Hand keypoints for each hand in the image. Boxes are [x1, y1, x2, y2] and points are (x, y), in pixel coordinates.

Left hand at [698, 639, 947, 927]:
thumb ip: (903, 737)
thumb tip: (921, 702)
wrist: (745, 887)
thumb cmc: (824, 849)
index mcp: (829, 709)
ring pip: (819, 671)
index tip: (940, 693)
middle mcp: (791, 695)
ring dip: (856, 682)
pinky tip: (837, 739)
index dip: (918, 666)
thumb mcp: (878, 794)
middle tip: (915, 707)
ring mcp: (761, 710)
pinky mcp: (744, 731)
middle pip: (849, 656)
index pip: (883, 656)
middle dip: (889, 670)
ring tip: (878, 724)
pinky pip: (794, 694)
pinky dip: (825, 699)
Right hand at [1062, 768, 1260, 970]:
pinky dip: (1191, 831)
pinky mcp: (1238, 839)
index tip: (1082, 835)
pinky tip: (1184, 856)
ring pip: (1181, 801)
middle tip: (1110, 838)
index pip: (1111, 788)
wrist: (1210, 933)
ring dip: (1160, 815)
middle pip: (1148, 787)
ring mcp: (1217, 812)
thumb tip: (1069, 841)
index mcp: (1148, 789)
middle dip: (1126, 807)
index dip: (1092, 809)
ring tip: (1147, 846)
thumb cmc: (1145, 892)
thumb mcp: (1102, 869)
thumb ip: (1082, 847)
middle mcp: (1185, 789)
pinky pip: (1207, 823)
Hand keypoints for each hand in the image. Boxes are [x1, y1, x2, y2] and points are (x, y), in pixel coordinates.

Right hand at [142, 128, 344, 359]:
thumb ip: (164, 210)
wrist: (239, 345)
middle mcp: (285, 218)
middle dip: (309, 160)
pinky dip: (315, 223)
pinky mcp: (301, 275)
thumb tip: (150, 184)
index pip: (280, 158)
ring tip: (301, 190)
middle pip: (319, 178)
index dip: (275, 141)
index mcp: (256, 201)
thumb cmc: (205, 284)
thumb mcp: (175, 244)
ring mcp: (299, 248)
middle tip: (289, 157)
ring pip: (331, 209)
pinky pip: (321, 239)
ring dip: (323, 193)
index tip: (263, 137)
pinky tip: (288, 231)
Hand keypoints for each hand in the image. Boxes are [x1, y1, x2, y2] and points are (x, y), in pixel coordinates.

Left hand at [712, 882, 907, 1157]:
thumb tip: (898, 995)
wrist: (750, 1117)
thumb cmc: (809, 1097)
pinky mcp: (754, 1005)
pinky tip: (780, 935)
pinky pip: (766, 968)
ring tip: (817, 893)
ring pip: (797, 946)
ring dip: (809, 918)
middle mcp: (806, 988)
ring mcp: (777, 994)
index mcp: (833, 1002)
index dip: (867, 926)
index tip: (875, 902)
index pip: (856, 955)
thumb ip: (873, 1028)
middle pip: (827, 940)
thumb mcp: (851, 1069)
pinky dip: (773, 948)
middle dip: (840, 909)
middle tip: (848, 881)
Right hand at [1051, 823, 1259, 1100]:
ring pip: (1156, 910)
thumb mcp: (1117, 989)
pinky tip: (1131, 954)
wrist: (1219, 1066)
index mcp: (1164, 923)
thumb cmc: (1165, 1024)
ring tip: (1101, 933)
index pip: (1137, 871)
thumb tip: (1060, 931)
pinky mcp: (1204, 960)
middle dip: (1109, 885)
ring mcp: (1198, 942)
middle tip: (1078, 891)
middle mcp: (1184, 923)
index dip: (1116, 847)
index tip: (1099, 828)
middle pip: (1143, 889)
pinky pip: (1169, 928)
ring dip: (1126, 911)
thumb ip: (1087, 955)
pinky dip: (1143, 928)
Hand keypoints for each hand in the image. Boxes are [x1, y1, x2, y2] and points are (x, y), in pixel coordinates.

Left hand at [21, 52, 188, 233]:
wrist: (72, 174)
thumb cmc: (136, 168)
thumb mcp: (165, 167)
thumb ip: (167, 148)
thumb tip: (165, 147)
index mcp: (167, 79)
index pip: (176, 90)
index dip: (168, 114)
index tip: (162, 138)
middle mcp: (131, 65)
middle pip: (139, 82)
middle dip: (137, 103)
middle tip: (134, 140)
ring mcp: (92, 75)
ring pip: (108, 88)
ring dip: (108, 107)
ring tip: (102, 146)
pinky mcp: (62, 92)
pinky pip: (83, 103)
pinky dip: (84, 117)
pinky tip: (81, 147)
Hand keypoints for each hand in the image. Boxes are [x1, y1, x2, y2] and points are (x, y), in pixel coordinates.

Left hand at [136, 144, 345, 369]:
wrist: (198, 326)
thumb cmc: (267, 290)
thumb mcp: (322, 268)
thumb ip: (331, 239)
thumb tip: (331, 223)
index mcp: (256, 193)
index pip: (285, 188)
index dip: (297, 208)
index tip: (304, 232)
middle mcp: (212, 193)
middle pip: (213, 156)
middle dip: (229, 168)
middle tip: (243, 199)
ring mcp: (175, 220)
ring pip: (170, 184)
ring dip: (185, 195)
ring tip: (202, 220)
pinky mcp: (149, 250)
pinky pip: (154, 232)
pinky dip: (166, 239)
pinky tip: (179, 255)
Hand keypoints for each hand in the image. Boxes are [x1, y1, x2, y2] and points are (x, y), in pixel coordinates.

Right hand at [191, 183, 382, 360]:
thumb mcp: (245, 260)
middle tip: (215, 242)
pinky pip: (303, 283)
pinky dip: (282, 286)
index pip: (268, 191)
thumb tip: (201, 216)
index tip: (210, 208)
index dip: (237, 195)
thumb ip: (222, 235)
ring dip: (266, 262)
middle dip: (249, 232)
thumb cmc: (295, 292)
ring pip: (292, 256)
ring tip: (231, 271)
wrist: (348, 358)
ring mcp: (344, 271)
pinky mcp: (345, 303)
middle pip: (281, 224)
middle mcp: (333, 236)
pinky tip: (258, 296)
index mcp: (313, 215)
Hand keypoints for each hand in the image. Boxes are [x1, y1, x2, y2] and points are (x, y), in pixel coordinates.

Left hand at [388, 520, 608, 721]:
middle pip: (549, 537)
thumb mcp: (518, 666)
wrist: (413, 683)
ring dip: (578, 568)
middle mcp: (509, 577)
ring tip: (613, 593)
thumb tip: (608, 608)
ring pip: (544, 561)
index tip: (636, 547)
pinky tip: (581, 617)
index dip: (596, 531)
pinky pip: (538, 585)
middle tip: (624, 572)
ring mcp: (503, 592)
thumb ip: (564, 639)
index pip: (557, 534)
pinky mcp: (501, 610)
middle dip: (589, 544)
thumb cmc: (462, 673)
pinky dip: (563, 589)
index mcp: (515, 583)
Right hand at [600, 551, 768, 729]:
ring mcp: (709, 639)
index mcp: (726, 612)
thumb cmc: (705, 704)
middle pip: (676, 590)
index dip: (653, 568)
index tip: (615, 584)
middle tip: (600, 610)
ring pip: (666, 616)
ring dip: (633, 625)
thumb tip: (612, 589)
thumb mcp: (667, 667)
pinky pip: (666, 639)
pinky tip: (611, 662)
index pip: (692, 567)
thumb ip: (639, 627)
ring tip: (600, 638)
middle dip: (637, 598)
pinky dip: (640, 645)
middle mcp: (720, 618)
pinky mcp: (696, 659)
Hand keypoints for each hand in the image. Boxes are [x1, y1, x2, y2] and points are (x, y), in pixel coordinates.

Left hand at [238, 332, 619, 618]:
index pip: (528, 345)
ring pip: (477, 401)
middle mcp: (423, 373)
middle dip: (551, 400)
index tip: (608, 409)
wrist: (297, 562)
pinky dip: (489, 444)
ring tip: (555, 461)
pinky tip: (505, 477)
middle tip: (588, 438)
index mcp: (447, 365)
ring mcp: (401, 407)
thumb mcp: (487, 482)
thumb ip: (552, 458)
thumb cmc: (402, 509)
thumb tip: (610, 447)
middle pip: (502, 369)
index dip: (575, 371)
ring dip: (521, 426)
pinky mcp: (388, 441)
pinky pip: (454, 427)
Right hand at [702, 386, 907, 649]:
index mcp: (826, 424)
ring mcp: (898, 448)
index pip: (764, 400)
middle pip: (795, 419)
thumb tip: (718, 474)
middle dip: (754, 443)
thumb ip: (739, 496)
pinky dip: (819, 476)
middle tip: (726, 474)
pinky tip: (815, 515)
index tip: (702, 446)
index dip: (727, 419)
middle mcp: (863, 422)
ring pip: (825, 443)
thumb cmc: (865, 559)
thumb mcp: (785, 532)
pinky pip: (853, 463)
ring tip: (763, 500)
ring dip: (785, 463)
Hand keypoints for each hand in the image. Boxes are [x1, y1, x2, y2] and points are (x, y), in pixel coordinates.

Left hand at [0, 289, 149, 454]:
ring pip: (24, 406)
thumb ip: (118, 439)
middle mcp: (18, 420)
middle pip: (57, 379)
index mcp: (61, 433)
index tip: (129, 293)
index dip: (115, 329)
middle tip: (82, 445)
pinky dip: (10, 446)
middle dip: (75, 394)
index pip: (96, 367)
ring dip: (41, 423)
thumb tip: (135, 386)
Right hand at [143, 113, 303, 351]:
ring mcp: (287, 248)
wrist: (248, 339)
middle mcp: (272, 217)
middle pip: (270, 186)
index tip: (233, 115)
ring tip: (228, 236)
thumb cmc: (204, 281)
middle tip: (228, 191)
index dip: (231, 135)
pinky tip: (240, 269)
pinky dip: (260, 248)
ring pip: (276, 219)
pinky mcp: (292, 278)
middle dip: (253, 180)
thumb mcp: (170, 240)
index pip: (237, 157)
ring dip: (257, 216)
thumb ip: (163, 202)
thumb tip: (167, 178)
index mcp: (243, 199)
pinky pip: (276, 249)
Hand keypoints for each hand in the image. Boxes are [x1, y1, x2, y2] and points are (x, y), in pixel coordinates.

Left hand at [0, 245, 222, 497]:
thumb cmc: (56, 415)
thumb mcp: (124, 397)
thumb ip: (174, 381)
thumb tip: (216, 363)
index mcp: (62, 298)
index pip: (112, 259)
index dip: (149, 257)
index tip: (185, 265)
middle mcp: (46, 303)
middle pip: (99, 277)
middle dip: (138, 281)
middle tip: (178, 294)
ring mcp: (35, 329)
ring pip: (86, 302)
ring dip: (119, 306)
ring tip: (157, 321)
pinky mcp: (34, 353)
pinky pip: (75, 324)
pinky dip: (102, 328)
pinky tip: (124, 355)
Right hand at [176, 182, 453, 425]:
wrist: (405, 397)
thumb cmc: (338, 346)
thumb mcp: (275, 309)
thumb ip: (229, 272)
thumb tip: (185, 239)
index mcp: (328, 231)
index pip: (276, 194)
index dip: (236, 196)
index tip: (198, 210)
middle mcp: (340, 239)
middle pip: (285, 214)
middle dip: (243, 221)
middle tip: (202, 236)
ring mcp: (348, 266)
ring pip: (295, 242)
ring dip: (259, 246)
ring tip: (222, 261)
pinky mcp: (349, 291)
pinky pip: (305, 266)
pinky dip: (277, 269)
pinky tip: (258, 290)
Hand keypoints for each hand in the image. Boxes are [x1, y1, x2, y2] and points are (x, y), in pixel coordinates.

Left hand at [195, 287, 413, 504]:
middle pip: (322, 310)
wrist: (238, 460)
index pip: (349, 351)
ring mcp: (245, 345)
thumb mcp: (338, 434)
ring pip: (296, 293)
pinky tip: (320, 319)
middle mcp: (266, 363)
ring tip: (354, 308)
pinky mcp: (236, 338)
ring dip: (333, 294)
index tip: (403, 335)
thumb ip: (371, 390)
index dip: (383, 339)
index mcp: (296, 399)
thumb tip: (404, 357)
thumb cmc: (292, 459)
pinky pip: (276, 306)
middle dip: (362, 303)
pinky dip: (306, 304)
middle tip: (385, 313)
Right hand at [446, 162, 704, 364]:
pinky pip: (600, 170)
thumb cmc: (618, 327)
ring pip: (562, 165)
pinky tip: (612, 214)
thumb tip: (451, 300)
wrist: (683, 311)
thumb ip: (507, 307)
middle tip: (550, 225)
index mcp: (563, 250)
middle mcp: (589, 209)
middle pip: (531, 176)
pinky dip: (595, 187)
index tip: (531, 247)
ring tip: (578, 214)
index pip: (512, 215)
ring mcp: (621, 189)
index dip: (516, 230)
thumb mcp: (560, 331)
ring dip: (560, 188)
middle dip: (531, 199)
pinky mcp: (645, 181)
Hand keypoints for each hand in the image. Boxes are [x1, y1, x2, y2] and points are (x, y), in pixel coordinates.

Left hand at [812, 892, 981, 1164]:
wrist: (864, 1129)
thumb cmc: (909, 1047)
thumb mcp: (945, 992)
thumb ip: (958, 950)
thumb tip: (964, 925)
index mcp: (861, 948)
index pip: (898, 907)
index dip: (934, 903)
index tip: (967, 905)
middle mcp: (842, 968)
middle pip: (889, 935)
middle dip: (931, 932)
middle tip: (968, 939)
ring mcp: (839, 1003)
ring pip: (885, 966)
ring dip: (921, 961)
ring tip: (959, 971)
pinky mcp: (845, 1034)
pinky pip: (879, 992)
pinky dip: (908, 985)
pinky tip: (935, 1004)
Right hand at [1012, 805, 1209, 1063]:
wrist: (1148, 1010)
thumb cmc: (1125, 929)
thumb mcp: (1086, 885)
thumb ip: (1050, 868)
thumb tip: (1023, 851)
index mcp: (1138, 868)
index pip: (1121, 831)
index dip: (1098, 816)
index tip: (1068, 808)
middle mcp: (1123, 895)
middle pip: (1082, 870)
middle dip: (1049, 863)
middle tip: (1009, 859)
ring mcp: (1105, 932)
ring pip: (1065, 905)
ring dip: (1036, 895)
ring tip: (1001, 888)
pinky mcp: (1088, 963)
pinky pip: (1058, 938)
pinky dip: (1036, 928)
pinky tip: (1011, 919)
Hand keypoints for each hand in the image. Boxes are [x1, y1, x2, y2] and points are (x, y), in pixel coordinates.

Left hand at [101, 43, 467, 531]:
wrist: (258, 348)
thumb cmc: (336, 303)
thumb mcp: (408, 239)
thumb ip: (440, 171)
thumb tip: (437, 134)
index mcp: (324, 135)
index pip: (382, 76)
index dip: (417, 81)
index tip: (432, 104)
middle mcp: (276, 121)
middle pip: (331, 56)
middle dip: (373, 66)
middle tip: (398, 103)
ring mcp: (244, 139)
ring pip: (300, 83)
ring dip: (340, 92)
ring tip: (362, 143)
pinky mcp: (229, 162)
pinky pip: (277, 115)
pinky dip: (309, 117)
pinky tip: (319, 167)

============

**Your objective**
Extract from the data every line where "Left" shows up.

**Exercise solution**
Left hand at [698, 639, 947, 927]:
Left hand at [712, 882, 907, 1157]:
Left hand at [21, 52, 188, 233]:
Left hand at [136, 144, 345, 369]:
Left hand at [388, 520, 608, 721]:
Left hand at [238, 332, 619, 618]:
Left hand at [0, 289, 149, 454]:
Left hand at [0, 245, 222, 497]:
Left hand at [195, 287, 413, 504]:
Left hand at [812, 892, 981, 1164]:
Left hand at [101, 43, 467, 531]:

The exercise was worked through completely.